The album breaks out with a spectrum of punk-influenced songs. Each carries a unique sound, yet all remain in a relatively similar genre. Some of the most interesting individual  parts of these songs  come from the distinctly modern influences. “Can’t Break Me Down,” emerges with a large group-sung section. Throughout the song, there are upbeat, pop-rock choruses that crash back into  each quick, palm-muted verse with an alternative style break. However, for those desperately seeking that 80’s sound, quick synth, hard guitar, and throaty vocals are still prevalent in fun tracks like “Postcards from the Past” and softer songs like “Save Me Now.”

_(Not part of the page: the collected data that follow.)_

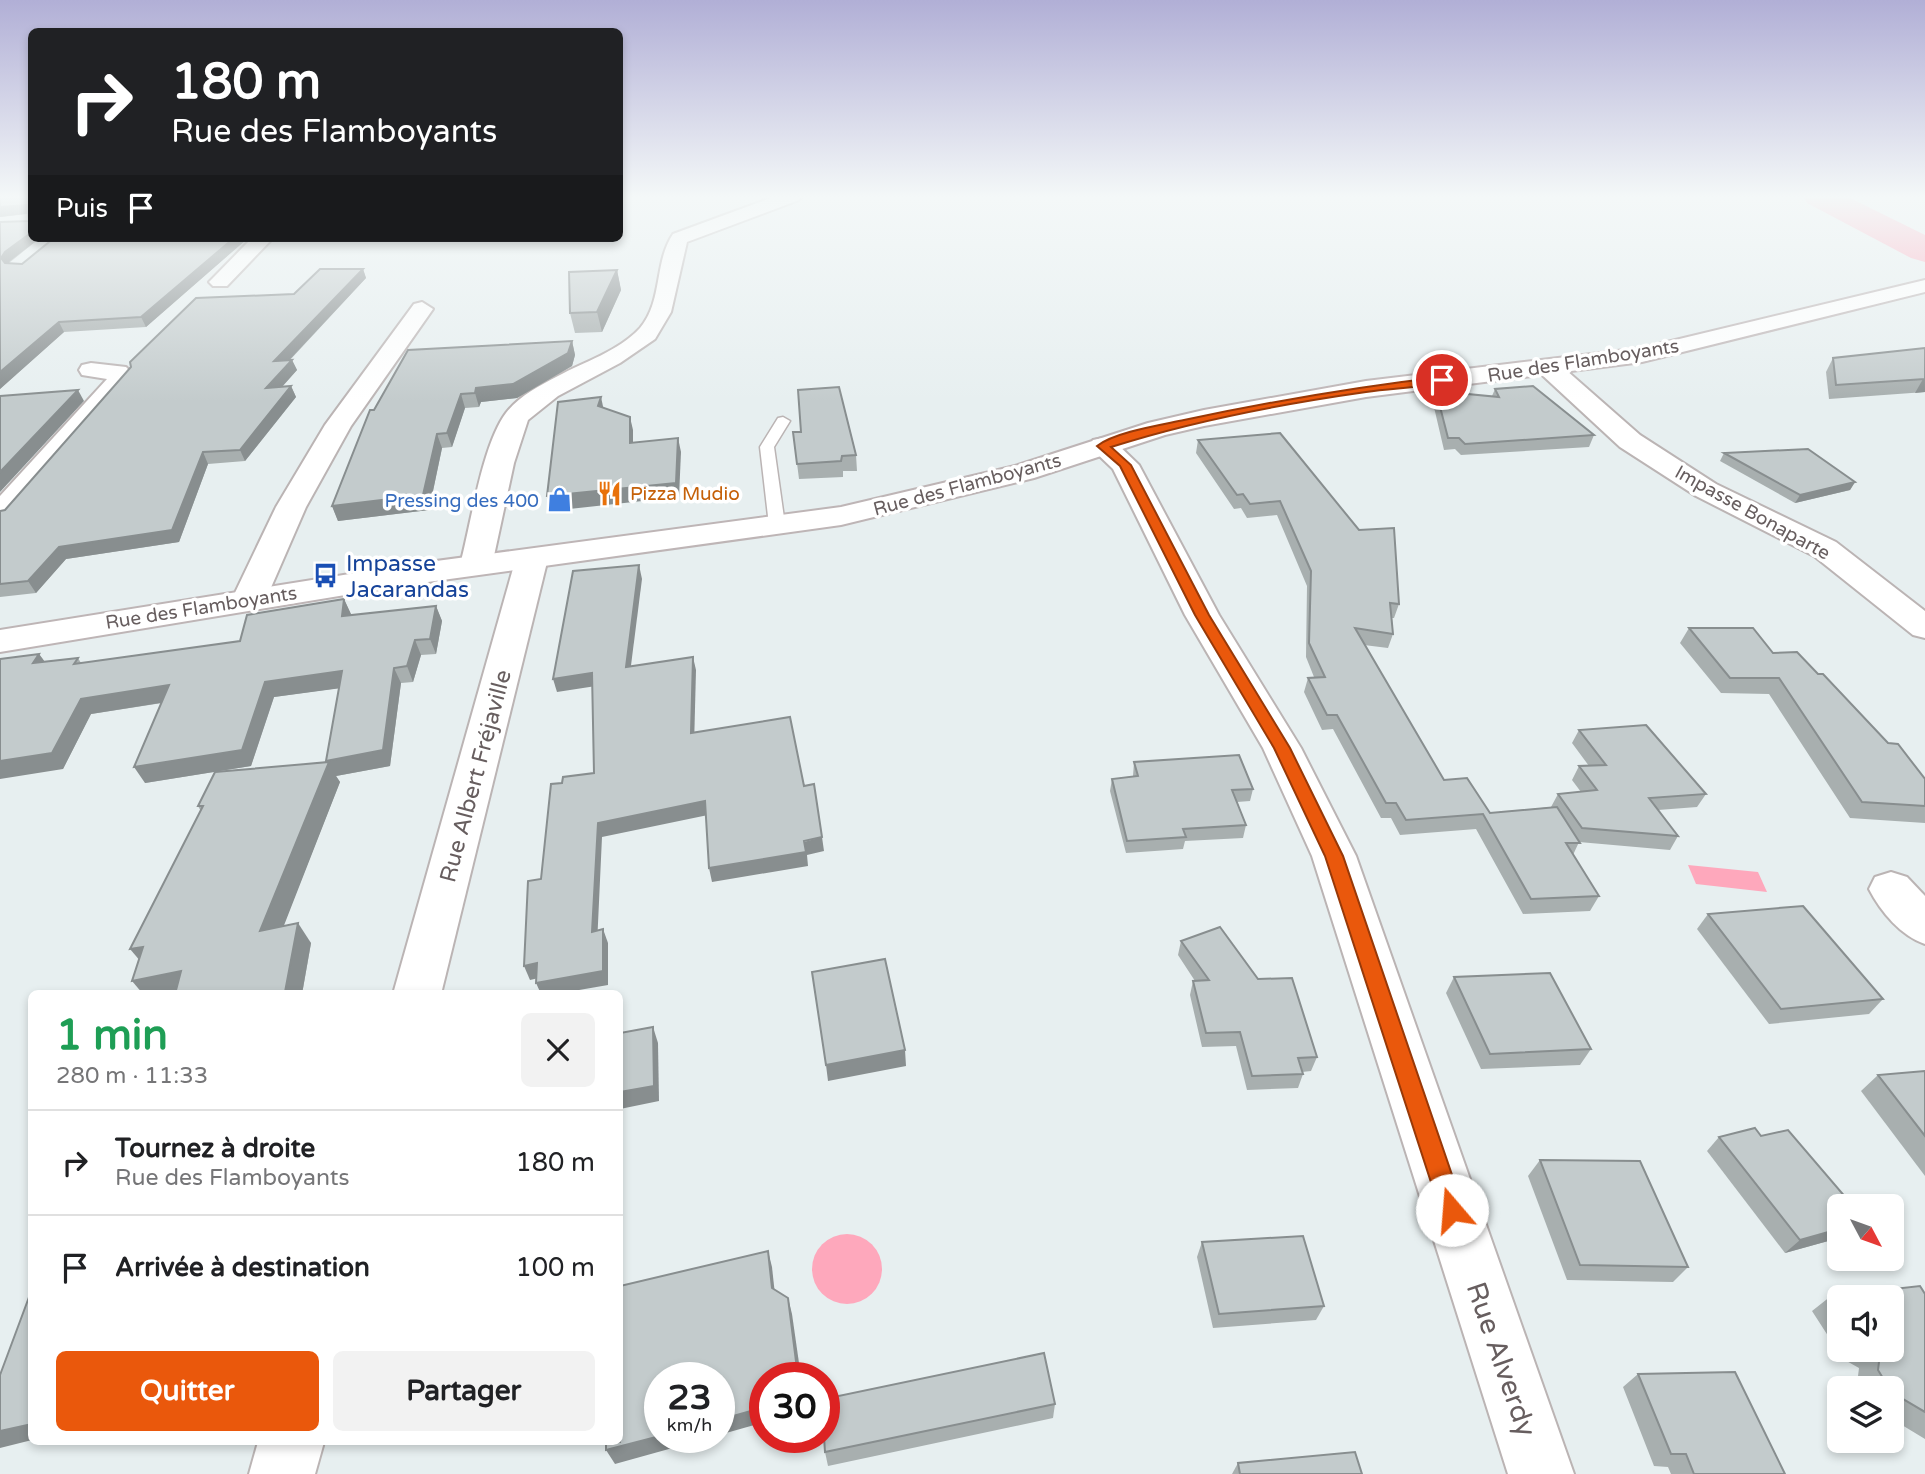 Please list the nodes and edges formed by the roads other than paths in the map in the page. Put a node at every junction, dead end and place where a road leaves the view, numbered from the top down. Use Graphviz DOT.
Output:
graph roads {
  1 [pos="237,265"];
  2 [pos="670,265"];
  3 [pos="220,282"];
  4 [pos="1925,286"];
  5 [pos="422,309"];
  6 [pos="1549,368"];
  7 [pos="91,370"];
  8 [pos="783,421"];
  9 [pos="1103,446"];
  10 [pos="0,514"];
  11 [pos="778,525"];
  12 [pos="532,558"];
  13 [pos="476,565"];
  14 [pos="249,599"];
  15 [pos="1925,628"];
  16 [pos="0,641"];
  17 [pos="1891,889"];
  18 [pos="1925,926"];
  19 [pos="418,990"];
  20 [pos="290,1445"];
  21 [pos="282,1474"];
  22 [pos="1541,1474"];
  1 -- 3 [label="street"];
  2 -- 13 [label="street"];
  4 -- 6 [label="street, Rue des Flamboyants"];
  5 -- 14 [label="street"];
  6 -- 9 [label="street, Rue des Flamboyants"];
  6 -- 15 [label="street, Impasse Bonaparte"];
  7 -- 10 [label="street"];
  8 -- 11 [label="lane"];
  9 -- 11 [label="street, Rue des Flamboyants"];
  9 -- 22 [label="street, Rue Alverdy"];
  11 -- 12 [label="street, Rue des Flamboyants"];
  12 -- 13 [label="street, Rue des Flamboyants"];
  12 -- 19 [label="street, Rue Albert Fréjaville"];
  13 -- 14 [label="street, Rue des Flamboyants"];
  14 -- 16 [label="street, Rue des Flamboyants"];
  17 -- 18 [label="street"];
  20 -- 21 [label="street"];
}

The album starts to make sense through the titles of these tracks and their lyrics. The ballads are reminiscent stories about the past. Idol makes the most obvious message in the album’s title track, “Kings & Queens of the Underground.” Idol created this as the centerpiece of the work to introduce its second half of this album, which is mostly devoted to these nostalgic, softer songs. This second half change is marked from this track’s lyrics, “I was ‘Hot in the City.’ Yes I thought I was ace. But I didn’t know then when I was in your front room. On MTV baby I was high as the moon, Oooh Golden years.” Tracks like this and “Ghosts in my Guitar” are truly rich in morose backing synth and guitar that complement this more sensitive side of Idol’s sound.

Most songs remain interesting even after four minutes because of slight digression between Idol’s 80’s punk roots and these ballad-esque styles. The only issue that arises is with the full commitment to the ballad style in songs like “Eyes Wide Shut.” It simply proves predictable. There needs to be something to occasionally break this pattern up. The deep verses to stronger chorus are tired when done this way, and the redundancy undercuts the general messages of love, loss, and change with time.

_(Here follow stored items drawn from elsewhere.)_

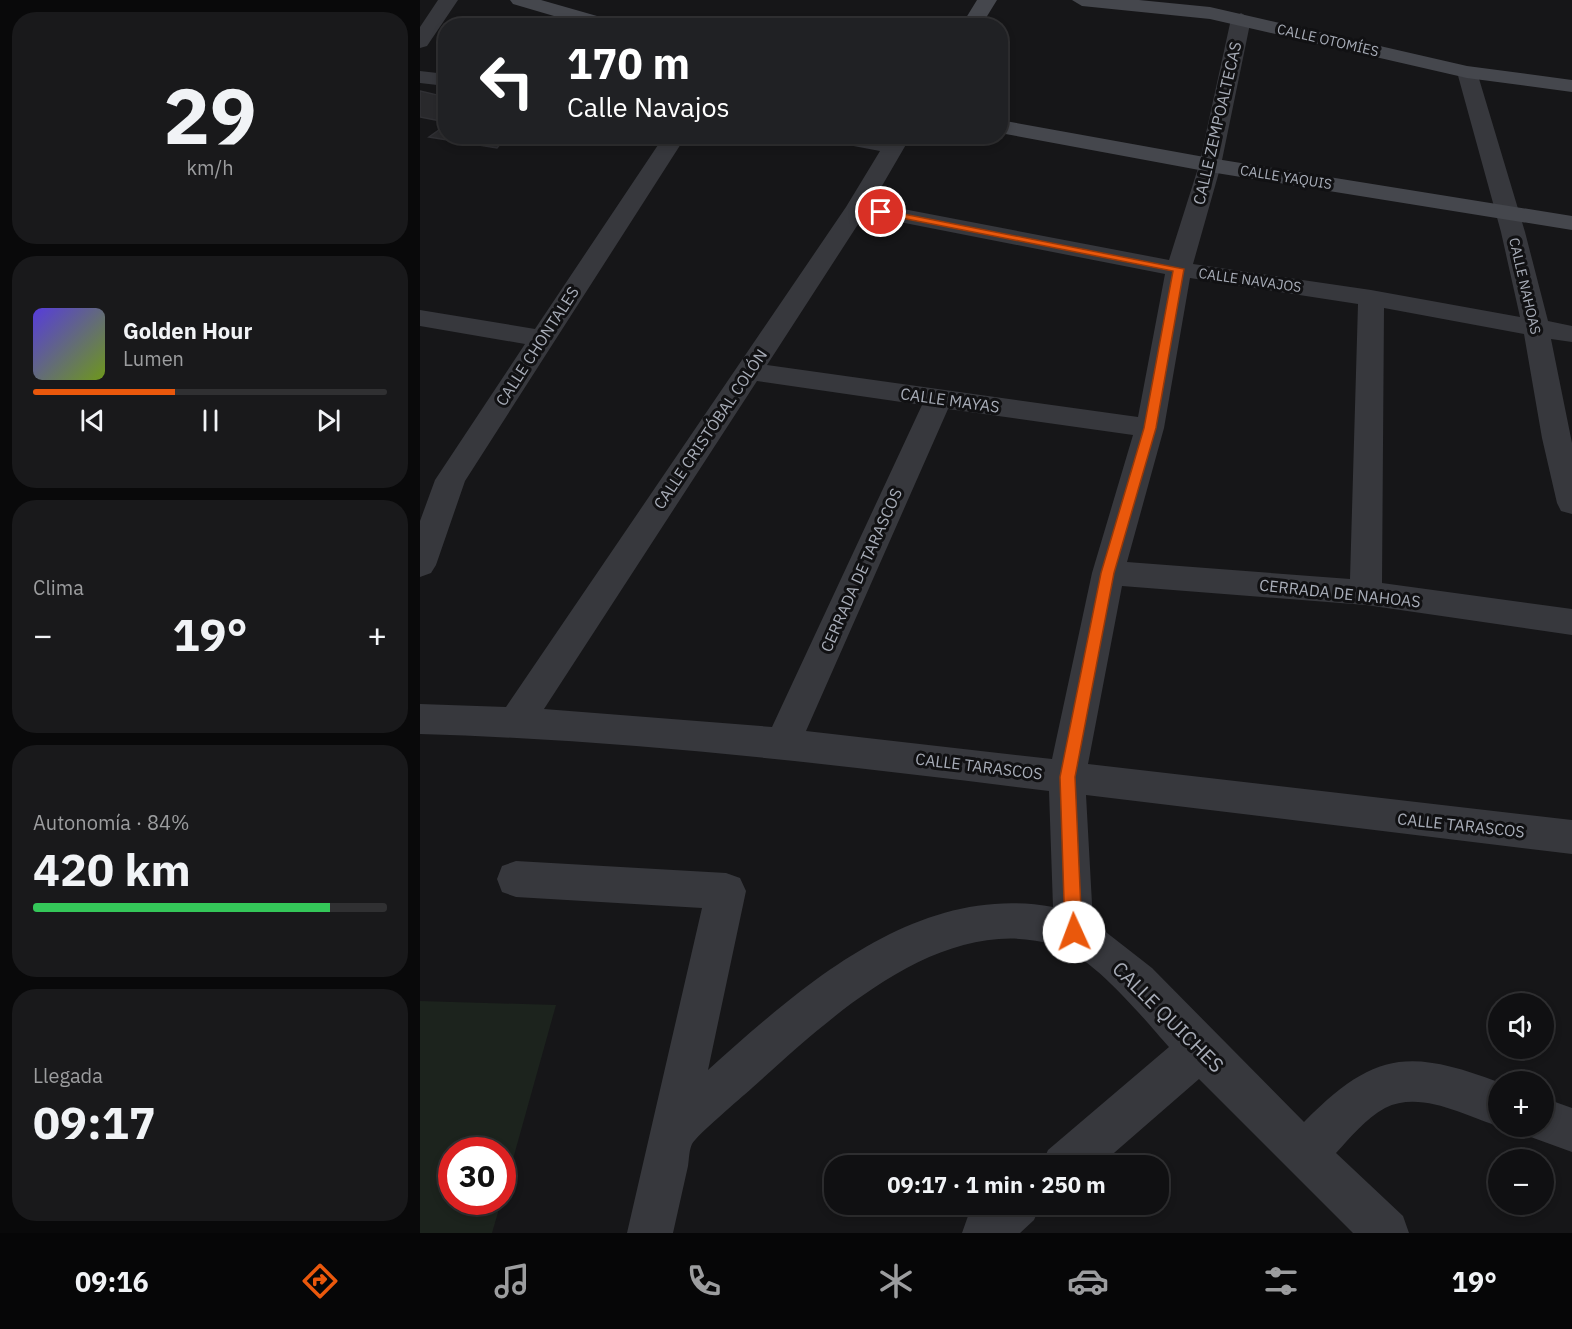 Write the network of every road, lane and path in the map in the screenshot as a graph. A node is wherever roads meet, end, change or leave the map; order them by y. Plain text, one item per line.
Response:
1 (448, 0) edge
2 (520, 0) edge
3 (987, 0) edge
4 (1082, 0) edge
5 (583, 18) edge
6 (976, 18) edge
7 (1241, 19) junction
8 (420, 42) edge
9 (1467, 72) junction
10 (420, 77) edge
11 (438, 79) edge
12 (1572, 86) edge
13 (1008, 127) edge
14 (670, 144) edge
15 (896, 144) edge
16 (1210, 165) junction
17 (858, 207) junction
18 (1508, 213) junction
19 (1572, 222) edge
20 (1179, 269) junction
21 (1371, 298) junction
22 (420, 318) edge
23 (1535, 327) junction
24 (1572, 334) edge
25 (542, 339) junction
26 (749, 371) junction
27 (939, 398) junction
28 (1150, 428) junction
29 (1568, 474) edge
30 (1572, 502) edge
31 (420, 565) edge
32 (1108, 573) junction
33 (1366, 593) junction
34 (1572, 622) edge
35 (420, 719) edge
36 (517, 720) junction
37 (783, 742) junction
38 (1067, 777) junction
39 (1572, 837) edge
40 (516, 879) dead end
41 (1074, 932) junction
42 (1200, 1049) junction
43 (1488, 1100) edge
44 (1554, 1124) edge
45 (675, 1129) junction
46 (1572, 1130) edge
47 (1304, 1154) junction
48 (1077, 1155) edge
49 (1005, 1215) edge
50 (650, 1233) edge
51 (985, 1233) edge
52 (1386, 1233) edge

1 - 8 street
2 - 5 street
3 - 6 street
4 - 7 street, CALLE OTOMÍES
7 - 9 street, CALLE OTOMÍES
7 - 16 street, CALLE ZEMPOALTECAS
9 - 12 street, CALLE OTOMÍES
9 - 18 street, CALLE NAHOAS
10 - 11 street
13 - 16 street, CALLE YAQUIS
14 - 25 street, CALLE CHONTALES
15 - 17 street, CALLE CRISTÓBAL COLÓN
16 - 18 street, CALLE YAQUIS
16 - 20 street, CALLE ZEMPOALTECAS
17 - 20 street, CALLE NAVAJOS
17 - 26 street, CALLE CRISTÓBAL COLÓN
18 - 19 street, CALLE YAQUIS
18 - 23 street, CALLE NAHOAS
20 - 21 street, CALLE NAVAJOS
20 - 28 street, CALLE ZEMPOALTECAS
21 - 23 street, CALLE NAVAJOS
21 - 33 street
22 - 25 street
23 - 24 street, CALLE NAVAJOS
23 - 29 street, CALLE NAHOAS
25 - 31 street, CALLE CHONTALES
26 - 27 street, CALLE MAYAS
26 - 36 street, CALLE CRISTÓBAL COLÓN
27 - 28 street, CALLE MAYAS
27 - 37 street, CERRADA DE TARASCOS
28 - 32 street, CALLE ZEMPOALTECAS
29 - 30 street, CALLE NAHOAS
32 - 33 street, CERRADA DE NAHOAS
32 - 38 street, CALLE ZEMPOALTECAS
33 - 34 street, CERRADA DE NAHOAS
35 - 36 street, CALLE TARASCOS
36 - 37 street, CALLE TARASCOS
37 - 38 street, CALLE TARASCOS
38 - 39 street, CALLE TARASCOS
38 - 41 street, CALLE ZEMPOALTECAS
40 - 45 street
41 - 42 street, CALLE QUICHES
41 - 45 street, CALLE QUICHES
42 - 47 street, CALLE QUICHES
42 - 48 street
43 - 47 street
44 - 46 street
45 - 50 street
47 - 52 street, CALLE QUICHES
49 - 51 street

Although a reflection on his past career, the album feels influenced by a wide range of performers including Bruce Springsteen, U2, and even Green Day. Billy Idol is nearly 60 years old. Understandably, those raw, aggressive sounds are not ubiquitous with this album. However, having listened to his live performance, Billy Idol has not lost his touch. Through this album, he wants to remind listeners of his past while knocking us in the face with the fact that he’s not done yet.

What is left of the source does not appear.